Re: blog entry on RAID limitation

Neil Brown <neilb@xxxxxxx> · Tue, 17 Jan 2006 21:40:09 +1100

On Tuesday January 17, jeff@xxxxxxx wrote:
> Is this a real issue or ignorable Sun propoganda?

Well.... the 'raid-5 write hole' is old news.  It's been discussed on
this list several times and doesn't seem to actually stop people
getting a lot of value out of software raid5.

Nonetheless, their raid-z certainly seems interesting, I though feel the
term is misleading.  raid-z doesn't provide a virtual storage device
in which you can store whatever filesystem you like.  raid-z is their
code name for a particular aspect of the ZFS filesystem.
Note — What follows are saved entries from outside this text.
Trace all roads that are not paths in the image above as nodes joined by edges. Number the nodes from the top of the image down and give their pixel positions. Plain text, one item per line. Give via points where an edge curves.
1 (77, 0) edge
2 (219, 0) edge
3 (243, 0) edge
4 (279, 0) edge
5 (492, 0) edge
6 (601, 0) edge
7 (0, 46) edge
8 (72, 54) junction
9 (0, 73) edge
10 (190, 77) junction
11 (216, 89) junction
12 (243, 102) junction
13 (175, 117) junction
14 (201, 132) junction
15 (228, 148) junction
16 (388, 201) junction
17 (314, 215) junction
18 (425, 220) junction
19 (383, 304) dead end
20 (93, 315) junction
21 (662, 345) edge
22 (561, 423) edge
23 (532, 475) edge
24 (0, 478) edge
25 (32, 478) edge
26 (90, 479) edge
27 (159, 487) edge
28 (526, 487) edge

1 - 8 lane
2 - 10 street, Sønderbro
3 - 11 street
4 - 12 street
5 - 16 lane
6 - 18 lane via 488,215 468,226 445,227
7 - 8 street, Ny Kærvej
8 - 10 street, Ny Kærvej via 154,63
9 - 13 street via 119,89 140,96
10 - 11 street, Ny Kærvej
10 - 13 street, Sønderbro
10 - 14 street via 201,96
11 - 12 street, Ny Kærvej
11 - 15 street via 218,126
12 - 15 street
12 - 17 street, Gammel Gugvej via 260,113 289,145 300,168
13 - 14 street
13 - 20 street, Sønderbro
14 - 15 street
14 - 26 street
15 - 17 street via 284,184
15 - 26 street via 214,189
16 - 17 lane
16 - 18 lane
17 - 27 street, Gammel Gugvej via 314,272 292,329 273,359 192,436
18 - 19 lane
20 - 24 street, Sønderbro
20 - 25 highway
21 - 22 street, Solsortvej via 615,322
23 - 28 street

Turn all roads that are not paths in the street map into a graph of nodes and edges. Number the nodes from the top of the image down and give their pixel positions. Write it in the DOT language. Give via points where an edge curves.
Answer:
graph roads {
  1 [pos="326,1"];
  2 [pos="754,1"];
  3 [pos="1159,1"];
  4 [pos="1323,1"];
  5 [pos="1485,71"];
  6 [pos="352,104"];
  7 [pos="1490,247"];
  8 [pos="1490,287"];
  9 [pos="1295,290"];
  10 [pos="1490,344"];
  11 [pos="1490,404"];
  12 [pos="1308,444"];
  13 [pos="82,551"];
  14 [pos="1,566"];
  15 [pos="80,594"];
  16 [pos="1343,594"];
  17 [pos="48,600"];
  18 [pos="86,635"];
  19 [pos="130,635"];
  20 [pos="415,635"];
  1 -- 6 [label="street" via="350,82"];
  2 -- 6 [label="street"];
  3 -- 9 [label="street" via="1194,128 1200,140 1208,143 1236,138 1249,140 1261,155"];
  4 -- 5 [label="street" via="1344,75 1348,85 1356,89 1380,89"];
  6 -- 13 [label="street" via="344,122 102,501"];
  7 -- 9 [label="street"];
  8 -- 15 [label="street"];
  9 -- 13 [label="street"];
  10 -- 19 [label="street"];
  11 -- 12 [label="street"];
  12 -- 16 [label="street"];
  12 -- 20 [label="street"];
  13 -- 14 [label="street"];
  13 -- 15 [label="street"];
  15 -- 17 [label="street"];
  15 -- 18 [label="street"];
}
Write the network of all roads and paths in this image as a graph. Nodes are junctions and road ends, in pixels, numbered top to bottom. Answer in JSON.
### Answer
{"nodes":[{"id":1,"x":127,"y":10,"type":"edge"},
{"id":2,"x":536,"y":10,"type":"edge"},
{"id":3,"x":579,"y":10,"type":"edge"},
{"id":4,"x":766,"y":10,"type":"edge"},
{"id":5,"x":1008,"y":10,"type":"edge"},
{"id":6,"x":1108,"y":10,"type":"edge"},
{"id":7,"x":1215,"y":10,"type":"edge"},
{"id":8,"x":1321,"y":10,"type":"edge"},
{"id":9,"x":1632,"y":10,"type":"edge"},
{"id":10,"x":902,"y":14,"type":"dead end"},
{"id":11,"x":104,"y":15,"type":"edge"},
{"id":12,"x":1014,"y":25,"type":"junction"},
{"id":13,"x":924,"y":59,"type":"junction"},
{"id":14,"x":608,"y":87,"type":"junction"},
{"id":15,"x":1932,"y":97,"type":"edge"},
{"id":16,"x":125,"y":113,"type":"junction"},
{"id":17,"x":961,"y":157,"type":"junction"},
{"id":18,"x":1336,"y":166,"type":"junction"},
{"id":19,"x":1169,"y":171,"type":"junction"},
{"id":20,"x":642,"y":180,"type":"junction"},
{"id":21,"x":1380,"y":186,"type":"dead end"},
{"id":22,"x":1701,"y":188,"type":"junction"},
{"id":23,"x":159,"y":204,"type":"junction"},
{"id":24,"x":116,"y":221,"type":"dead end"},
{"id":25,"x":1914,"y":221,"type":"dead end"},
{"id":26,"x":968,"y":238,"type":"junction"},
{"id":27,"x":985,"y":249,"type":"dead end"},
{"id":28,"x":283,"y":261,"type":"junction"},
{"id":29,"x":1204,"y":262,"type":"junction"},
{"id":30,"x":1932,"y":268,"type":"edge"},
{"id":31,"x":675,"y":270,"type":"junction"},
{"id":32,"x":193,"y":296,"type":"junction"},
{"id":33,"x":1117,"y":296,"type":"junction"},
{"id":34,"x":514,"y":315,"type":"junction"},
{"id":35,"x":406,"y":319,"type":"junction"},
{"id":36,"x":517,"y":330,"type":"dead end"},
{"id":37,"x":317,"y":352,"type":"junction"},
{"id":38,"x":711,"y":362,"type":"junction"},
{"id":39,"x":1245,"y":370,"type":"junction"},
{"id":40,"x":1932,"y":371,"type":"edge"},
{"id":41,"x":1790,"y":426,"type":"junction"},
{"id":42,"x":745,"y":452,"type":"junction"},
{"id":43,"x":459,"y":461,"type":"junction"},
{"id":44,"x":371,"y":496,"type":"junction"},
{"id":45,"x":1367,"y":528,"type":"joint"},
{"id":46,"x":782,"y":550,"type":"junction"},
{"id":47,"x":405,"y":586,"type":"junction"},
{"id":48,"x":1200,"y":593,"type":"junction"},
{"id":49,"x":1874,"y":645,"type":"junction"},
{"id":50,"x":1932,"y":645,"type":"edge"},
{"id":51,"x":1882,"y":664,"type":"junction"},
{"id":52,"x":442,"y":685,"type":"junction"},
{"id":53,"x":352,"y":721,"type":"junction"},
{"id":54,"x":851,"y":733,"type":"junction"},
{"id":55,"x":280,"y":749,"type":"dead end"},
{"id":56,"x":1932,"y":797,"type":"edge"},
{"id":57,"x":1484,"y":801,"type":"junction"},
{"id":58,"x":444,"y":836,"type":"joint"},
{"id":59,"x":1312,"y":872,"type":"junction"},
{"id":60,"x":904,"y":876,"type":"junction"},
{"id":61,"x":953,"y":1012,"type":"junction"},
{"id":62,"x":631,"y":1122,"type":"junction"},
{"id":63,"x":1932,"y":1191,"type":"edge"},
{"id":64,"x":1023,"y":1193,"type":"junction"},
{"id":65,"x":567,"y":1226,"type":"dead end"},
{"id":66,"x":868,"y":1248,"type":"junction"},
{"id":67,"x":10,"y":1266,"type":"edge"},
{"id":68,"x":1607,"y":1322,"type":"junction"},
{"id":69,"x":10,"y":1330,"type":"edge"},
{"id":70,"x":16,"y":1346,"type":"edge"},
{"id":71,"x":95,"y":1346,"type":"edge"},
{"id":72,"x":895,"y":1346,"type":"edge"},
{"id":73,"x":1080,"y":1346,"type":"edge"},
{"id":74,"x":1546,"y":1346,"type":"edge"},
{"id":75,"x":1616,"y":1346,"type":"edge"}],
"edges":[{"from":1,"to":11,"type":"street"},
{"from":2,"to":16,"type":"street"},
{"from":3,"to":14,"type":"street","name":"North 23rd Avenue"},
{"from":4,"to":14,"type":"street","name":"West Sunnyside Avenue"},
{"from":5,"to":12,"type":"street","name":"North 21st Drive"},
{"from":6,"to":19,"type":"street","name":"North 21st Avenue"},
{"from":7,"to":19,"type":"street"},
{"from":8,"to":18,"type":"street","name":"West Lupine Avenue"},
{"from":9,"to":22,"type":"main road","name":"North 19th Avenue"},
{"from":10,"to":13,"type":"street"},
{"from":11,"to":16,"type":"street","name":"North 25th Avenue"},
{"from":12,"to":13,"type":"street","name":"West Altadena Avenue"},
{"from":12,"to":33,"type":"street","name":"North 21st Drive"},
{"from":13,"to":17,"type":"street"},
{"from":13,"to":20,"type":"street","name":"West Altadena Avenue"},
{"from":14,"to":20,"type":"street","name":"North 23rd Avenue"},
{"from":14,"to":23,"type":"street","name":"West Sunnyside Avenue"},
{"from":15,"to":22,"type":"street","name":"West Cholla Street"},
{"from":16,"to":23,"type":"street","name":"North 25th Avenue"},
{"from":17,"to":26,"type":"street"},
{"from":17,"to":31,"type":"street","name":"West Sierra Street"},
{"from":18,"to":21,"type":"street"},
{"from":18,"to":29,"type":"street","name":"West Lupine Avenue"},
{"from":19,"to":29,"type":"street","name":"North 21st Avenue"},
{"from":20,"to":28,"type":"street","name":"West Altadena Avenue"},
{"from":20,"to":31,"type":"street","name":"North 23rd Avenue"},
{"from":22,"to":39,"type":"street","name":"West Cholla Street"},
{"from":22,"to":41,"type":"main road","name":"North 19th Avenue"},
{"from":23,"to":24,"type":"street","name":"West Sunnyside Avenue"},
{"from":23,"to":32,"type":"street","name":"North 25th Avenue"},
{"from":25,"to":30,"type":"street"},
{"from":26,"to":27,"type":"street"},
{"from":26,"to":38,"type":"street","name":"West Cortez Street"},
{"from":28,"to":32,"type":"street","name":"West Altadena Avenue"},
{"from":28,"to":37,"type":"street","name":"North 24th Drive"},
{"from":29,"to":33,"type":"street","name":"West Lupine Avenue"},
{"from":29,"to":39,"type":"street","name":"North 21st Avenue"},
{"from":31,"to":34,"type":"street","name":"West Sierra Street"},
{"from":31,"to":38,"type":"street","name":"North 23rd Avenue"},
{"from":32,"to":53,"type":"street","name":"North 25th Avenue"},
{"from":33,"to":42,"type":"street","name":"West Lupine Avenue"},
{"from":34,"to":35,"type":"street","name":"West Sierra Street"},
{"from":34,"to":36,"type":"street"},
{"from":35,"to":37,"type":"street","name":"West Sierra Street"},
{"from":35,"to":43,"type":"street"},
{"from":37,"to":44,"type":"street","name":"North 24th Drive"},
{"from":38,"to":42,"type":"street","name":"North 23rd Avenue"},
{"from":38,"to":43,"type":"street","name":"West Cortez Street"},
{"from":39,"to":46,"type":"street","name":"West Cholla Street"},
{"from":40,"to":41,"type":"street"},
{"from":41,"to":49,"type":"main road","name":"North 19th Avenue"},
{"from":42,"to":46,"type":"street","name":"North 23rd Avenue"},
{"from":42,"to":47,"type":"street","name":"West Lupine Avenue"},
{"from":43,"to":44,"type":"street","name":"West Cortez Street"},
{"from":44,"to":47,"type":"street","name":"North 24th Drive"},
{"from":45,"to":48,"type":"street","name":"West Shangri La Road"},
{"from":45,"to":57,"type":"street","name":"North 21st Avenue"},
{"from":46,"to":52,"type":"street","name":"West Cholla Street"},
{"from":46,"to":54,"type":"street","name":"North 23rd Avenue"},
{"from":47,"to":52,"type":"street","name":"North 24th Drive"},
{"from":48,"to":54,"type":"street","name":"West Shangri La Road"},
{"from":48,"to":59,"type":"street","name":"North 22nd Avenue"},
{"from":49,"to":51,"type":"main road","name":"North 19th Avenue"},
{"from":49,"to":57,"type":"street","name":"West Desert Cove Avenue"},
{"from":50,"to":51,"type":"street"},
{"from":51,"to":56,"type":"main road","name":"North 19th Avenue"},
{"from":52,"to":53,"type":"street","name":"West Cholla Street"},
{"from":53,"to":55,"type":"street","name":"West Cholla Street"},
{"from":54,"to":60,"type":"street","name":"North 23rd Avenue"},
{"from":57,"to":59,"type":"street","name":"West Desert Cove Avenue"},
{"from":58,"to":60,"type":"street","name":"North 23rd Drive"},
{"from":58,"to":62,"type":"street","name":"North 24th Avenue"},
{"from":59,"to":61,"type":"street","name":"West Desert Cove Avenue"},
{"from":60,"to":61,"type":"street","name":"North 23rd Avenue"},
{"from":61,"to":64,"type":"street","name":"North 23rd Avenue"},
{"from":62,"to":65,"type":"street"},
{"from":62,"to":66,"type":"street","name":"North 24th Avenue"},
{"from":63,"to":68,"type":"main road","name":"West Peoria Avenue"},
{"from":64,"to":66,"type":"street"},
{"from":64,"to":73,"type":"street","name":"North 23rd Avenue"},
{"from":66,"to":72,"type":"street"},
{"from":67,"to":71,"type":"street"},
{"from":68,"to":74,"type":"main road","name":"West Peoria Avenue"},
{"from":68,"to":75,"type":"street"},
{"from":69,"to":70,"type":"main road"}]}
Though some of these details are guessed and so might be wrong, it
probably goes something like this:

ZFS uses a 'variable block size' which is probably very similar to
what other filesystems call 'extents'.  When an extent is written, a
hash (aka checksum or MIC - message integrity check) is calculate and
stored, probably with the indexing information.  This makes it easy to
check for media errors.

Also the extent is possibly written over various devices, quite
possibly at different locations on the different devices.  It might be
written twice, thus producing effective mirroring.  It might be
chopped up into bits with the bits written to different devices and a
parity block written to another device.  This produces an effect
similar to raid5.
This layout can even be different for different blocks.

On a regular (Ext3 like) filesystem this would be very awkward as
updating a block would be confusingly hard.  However ZFS never updates
in place.  It is 'copy on write' so any change is written to a new
location and updating the indexing and MIC is all part of the package.

Not that not only data blocks, but also indirect block and all metadata
could be duplicated or striped with parity.

This is definitely a clever idea, as are lots of the ideas in ZFS.
But just because someone has had a clever idea, that doesn't reduce
the value of existing clever ideas like raid5.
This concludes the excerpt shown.